Stella Chiu who spent part of her summer on one of CFHI’s Global Health Immersion Programs in South Africa contributed to a blog on the IE3 Global Internships website. Her blog post Coming Home with New Perspectives is an honest sharing of her thoughts as she is still in the re-entry process. Stella says, “I haven’t had any major problems re-integrating. However, the only difficulties I’ve encountered are through the new perspectives that I’ve gained.”
Stella reports that after being completely immersed in the South African culture and healthcare system, and especially with the warm welcome of her South African host family, she now finds herself, at times, ‘homesick’ for South Africa. Stella recommends to others who go abroad to build in time to reflect after coming home, to “sit down and think” so that you can become aware of how your perspective has changed “both personally and professionally” by what you have experienced. She says of her friends, “Sometimes it is hard for others to understand my outlook on certain things because they have not experienced what I have experienced.”

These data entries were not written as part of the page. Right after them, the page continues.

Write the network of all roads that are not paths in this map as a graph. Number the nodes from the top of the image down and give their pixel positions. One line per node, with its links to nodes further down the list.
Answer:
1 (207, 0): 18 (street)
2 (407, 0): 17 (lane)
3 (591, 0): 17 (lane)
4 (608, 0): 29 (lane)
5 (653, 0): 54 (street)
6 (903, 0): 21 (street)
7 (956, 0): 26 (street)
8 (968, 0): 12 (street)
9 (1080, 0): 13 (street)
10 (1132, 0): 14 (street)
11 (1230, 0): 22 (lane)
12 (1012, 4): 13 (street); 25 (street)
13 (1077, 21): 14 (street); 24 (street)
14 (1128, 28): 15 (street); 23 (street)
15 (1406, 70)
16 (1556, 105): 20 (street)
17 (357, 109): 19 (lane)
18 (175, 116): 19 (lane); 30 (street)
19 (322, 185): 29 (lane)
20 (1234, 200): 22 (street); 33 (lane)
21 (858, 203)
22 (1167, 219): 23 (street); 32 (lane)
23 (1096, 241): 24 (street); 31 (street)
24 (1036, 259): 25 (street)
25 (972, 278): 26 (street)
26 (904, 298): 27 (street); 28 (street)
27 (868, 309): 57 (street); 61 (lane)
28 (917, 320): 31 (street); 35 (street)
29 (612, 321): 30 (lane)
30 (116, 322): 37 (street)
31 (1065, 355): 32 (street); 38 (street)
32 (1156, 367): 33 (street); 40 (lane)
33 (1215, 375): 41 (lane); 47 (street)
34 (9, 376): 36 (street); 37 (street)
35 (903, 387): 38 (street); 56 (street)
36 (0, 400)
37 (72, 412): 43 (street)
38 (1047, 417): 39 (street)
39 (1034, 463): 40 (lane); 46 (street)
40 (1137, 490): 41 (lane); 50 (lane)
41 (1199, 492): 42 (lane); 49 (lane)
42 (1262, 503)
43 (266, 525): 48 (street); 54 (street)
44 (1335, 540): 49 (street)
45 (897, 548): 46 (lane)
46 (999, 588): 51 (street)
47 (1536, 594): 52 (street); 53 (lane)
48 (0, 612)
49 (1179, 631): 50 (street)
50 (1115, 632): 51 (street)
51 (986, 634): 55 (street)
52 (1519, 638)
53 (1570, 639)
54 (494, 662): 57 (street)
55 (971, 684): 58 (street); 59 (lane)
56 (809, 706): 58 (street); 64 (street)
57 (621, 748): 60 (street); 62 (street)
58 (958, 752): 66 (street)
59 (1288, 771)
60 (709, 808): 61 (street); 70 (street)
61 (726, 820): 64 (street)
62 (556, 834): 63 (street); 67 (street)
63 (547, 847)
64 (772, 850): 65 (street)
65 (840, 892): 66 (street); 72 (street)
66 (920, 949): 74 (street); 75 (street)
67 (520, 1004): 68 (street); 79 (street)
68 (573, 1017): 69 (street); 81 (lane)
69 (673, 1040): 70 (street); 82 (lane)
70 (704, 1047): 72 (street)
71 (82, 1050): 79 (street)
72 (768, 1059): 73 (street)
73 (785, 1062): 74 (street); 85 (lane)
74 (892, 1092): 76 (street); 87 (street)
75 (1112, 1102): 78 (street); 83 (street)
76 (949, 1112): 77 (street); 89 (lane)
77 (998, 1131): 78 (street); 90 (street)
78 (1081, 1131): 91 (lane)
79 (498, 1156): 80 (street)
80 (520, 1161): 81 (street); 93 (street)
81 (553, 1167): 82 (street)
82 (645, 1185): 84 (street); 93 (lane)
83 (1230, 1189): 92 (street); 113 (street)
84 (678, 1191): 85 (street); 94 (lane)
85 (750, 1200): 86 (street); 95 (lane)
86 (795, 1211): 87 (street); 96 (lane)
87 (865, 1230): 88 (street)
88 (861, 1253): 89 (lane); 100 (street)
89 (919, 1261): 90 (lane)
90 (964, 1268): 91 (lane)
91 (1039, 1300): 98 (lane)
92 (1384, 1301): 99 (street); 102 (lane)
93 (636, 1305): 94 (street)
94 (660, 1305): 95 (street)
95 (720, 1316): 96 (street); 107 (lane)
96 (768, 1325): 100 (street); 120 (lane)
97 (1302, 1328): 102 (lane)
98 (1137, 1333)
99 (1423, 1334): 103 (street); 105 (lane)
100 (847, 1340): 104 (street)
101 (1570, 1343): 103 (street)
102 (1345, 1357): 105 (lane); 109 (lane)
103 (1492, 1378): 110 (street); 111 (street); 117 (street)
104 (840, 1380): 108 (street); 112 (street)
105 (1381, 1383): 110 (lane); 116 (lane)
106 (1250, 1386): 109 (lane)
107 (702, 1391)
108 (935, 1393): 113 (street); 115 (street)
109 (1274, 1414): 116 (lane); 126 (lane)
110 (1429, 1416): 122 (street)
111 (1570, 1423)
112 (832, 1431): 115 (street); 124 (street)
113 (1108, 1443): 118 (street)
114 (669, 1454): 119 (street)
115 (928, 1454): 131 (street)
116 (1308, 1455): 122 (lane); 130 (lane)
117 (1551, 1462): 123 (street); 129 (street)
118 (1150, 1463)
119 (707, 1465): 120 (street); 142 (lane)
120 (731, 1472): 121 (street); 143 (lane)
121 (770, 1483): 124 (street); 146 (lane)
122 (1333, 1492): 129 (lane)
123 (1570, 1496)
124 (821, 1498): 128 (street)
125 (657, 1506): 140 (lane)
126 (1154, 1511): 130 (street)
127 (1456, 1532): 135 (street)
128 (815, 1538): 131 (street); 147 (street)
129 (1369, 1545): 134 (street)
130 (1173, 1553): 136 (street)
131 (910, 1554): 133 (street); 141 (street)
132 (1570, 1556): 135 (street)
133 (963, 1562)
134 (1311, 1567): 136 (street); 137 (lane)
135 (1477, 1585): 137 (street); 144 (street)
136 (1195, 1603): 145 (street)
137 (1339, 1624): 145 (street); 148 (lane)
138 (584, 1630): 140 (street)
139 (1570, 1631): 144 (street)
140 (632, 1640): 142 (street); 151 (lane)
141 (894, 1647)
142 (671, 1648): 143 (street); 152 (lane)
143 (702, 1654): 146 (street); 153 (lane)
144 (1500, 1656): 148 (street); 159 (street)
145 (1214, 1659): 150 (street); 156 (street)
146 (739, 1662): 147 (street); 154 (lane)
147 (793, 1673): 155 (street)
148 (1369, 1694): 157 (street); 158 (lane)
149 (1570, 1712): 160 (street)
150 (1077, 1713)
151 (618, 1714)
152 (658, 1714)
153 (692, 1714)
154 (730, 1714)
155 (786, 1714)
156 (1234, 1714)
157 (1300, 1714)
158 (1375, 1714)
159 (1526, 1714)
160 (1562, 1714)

As part of her own reflection, Stella shares, “I am grateful for the opportunity CHFI-South Africa has given me in developing my clinical skills and finding my niche. I did rotations in surgery, pediatrics, ophthalmology, and in internal medicine and found an unexpected love for surgery. I grew to understand South Africa’s health care system, as well as its deficiencies, setting the groundwork for when I can return someday to work. I have built lifelong relationships with students in the program, and the families that I stayed with. I know that I will always have a home in South Africa.”
We wish Stella well as she continues her re-entry and we know that her host family and those who worked with her in South Africa were grateful for her presence and will never forget her.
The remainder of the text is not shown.